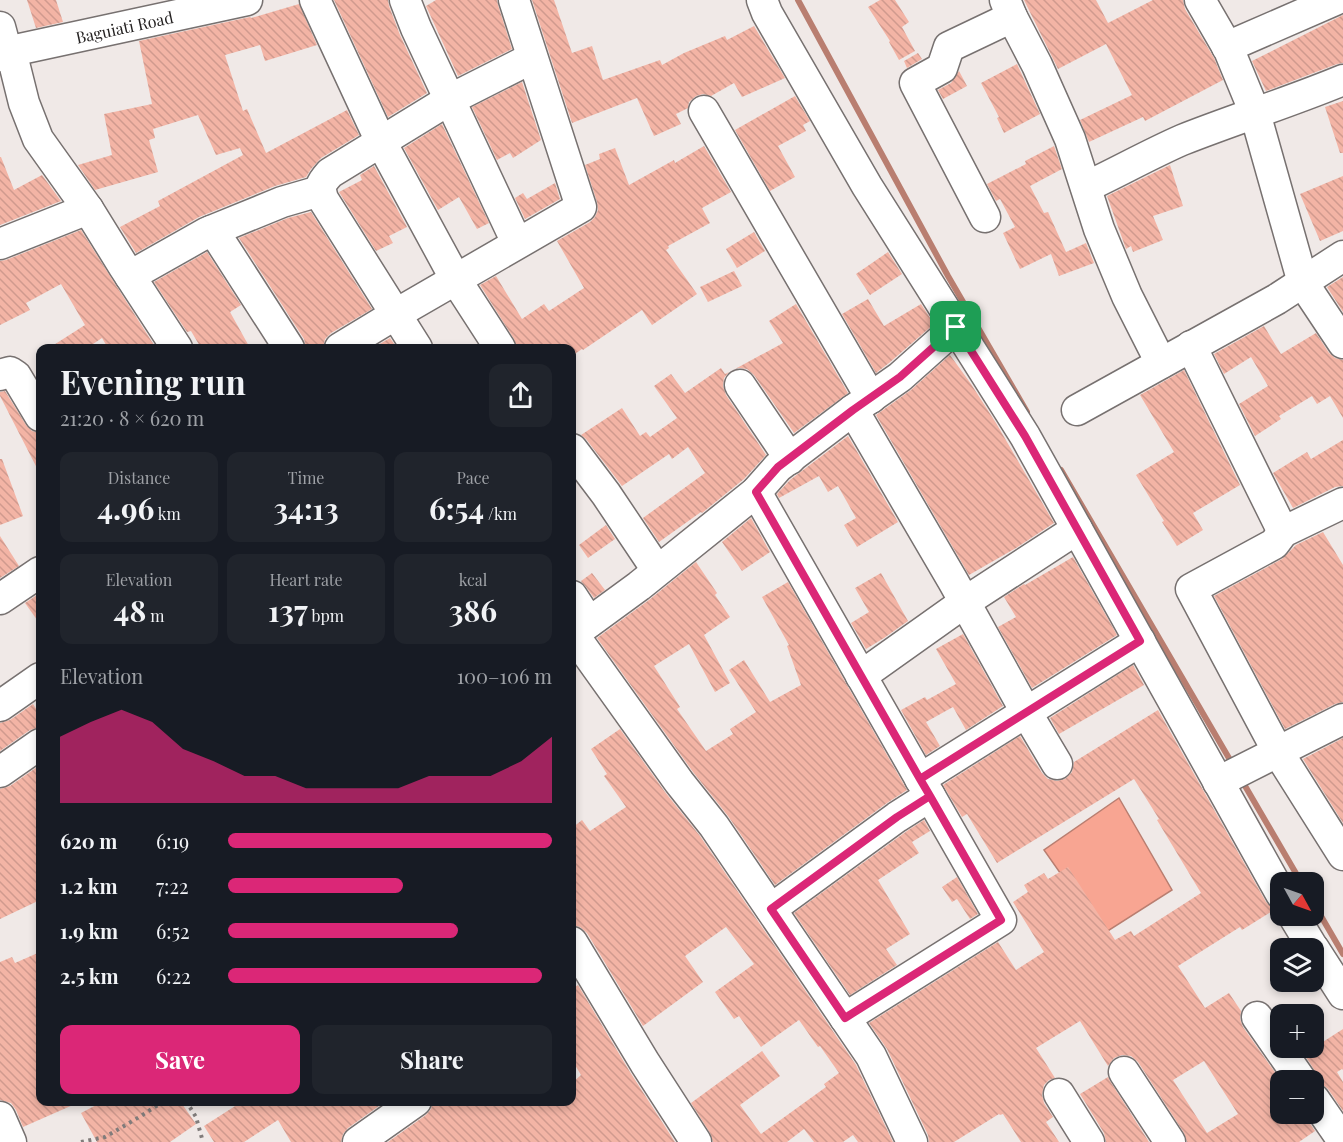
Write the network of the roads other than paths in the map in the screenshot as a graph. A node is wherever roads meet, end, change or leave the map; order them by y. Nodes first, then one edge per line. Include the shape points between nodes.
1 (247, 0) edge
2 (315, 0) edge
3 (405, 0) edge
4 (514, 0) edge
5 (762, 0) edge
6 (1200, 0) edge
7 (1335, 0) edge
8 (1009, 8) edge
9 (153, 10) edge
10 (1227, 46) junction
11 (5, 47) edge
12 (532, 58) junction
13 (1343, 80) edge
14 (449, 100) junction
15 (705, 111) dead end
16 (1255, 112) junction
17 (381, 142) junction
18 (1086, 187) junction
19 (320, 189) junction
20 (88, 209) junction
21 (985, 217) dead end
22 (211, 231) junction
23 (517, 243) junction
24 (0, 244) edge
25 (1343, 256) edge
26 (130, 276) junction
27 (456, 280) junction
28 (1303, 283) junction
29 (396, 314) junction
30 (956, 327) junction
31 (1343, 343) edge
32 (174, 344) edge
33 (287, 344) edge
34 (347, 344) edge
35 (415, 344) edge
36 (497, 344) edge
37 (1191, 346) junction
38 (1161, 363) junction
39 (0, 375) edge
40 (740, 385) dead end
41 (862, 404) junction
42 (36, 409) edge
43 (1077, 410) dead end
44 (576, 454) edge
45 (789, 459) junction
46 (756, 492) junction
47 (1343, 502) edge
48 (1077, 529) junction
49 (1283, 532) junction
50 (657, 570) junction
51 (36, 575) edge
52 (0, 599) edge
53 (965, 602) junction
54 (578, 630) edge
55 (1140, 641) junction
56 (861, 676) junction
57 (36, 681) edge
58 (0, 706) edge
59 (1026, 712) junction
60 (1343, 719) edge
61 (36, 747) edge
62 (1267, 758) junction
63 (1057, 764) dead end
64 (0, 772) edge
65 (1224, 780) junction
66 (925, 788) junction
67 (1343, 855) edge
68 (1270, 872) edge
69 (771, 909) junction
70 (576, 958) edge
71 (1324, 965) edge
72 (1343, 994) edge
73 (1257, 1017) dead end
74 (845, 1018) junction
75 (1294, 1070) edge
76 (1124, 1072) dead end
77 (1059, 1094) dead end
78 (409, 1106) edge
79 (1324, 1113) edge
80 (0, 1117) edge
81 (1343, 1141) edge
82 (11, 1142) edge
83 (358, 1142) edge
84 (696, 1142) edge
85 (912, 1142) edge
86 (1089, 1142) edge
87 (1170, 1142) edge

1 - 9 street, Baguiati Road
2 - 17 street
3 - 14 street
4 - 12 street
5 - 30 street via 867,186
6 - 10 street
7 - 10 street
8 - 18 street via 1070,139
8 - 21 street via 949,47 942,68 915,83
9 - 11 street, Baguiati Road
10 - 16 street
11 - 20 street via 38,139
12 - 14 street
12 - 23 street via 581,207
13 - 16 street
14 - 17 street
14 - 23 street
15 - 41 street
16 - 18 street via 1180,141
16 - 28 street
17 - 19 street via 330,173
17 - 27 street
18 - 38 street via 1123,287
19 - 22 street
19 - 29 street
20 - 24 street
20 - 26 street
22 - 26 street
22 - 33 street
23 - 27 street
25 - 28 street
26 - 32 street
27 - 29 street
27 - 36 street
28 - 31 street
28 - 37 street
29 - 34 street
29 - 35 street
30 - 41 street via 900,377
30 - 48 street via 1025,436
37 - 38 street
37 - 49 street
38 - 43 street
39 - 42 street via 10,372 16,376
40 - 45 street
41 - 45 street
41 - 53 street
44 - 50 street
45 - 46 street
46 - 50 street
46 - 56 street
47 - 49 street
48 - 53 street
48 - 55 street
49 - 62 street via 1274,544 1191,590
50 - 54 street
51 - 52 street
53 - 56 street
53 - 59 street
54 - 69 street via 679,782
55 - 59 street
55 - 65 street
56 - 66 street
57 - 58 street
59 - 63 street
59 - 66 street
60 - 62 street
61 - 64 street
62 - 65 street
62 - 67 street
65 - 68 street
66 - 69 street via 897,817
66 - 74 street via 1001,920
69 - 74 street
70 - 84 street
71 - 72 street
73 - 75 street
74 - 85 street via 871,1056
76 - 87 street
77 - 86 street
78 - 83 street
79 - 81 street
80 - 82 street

- Assignment
Word for word, return the material, omitting the pictures.

- Output of the task
Write the network of the roads other than paths in the map in the screenshot as a graph. A node is wherever roads meet, end, change or leave the map; order them by y. Nodes first, then one edge per line. Include the shape points between nodes.
1 (247, 0) edge
2 (315, 0) edge
3 (405, 0) edge
4 (514, 0) edge
5 (762, 0) edge
6 (1200, 0) edge
7 (1335, 0) edge
8 (1009, 8) edge
9 (153, 10) edge
10 (1227, 46) junction
11 (5, 47) edge
12 (532, 58) junction
13 (1343, 80) edge
14 (449, 100) junction
15 (705, 111) dead end
16 (1255, 112) junction
17 (381, 142) junction
18 (1086, 187) junction
19 (320, 189) junction
20 (88, 209) junction
21 (985, 217) dead end
22 (211, 231) junction
23 (517, 243) junction
24 (0, 244) edge
25 (1343, 256) edge
26 (130, 276) junction
27 (456, 280) junction
28 (1303, 283) junction
29 (396, 314) junction
30 (956, 327) junction
31 (1343, 343) edge
32 (174, 344) edge
33 (287, 344) edge
34 (347, 344) edge
35 (415, 344) edge
36 (497, 344) edge
37 (1191, 346) junction
38 (1161, 363) junction
39 (0, 375) edge
40 (740, 385) dead end
41 (862, 404) junction
42 (36, 409) edge
43 (1077, 410) dead end
44 (576, 454) edge
45 (789, 459) junction
46 (756, 492) junction
47 (1343, 502) edge
48 (1077, 529) junction
49 (1283, 532) junction
50 (657, 570) junction
51 (36, 575) edge
52 (0, 599) edge
53 (965, 602) junction
54 (578, 630) edge
55 (1140, 641) junction
56 (861, 676) junction
57 (36, 681) edge
58 (0, 706) edge
59 (1026, 712) junction
60 (1343, 719) edge
61 (36, 747) edge
62 (1267, 758) junction
63 (1057, 764) dead end
64 (0, 772) edge
65 (1224, 780) junction
66 (925, 788) junction
67 (1343, 855) edge
68 (1270, 872) edge
69 (771, 909) junction
70 (576, 958) edge
71 (1324, 965) edge
72 (1343, 994) edge
73 (1257, 1017) dead end
74 (845, 1018) junction
75 (1294, 1070) edge
76 (1124, 1072) dead end
77 (1059, 1094) dead end
78 (409, 1106) edge
79 (1324, 1113) edge
80 (0, 1117) edge
81 (1343, 1141) edge
82 (11, 1142) edge
83 (358, 1142) edge
84 (696, 1142) edge
85 (912, 1142) edge
86 (1089, 1142) edge
87 (1170, 1142) edge

1 - 9 street, Baguiati Road
2 - 17 street
3 - 14 street
4 - 12 street
5 - 30 street via 867,186
6 - 10 street
7 - 10 street
8 - 18 street via 1070,139
8 - 21 street via 949,47 942,68 915,83
9 - 11 street, Baguiati Road
10 - 16 street
11 - 20 street via 38,139
12 - 14 street
12 - 23 street via 581,207
13 - 16 street
14 - 17 street
14 - 23 street
15 - 41 street
16 - 18 street via 1180,141
16 - 28 street
17 - 19 street via 330,173
17 - 27 street
18 - 38 street via 1123,287
19 - 22 street
19 - 29 street
20 - 24 street
20 - 26 street
22 - 26 street
22 - 33 street
23 - 27 street
25 - 28 street
26 - 32 street
27 - 29 street
27 - 36 street
28 - 31 street
28 - 37 street
29 - 34 street
29 - 35 street
30 - 41 street via 900,377
30 - 48 street via 1025,436
37 - 38 street
37 - 49 street
38 - 43 street
39 - 42 street via 10,372 16,376
40 - 45 street
41 - 45 street
41 - 53 street
44 - 50 street
45 - 46 street
46 - 50 street
46 - 56 street
47 - 49 street
48 - 53 street
48 - 55 street
49 - 62 street via 1274,544 1191,590
50 - 54 street
51 - 52 street
53 - 56 street
53 - 59 street
54 - 69 street via 679,782
55 - 59 street
55 - 65 street
56 - 66 street
57 - 58 street
59 - 63 street
59 - 66 street
60 - 62 street
61 - 64 street
62 - 65 street
62 - 67 street
65 - 68 street
66 - 69 street via 897,817
66 - 74 street via 1001,920
69 - 74 street
70 - 84 street
71 - 72 street
73 - 75 street
74 - 85 street via 871,1056
76 - 87 street
77 - 86 street
78 - 83 street
79 - 81 street
80 - 82 street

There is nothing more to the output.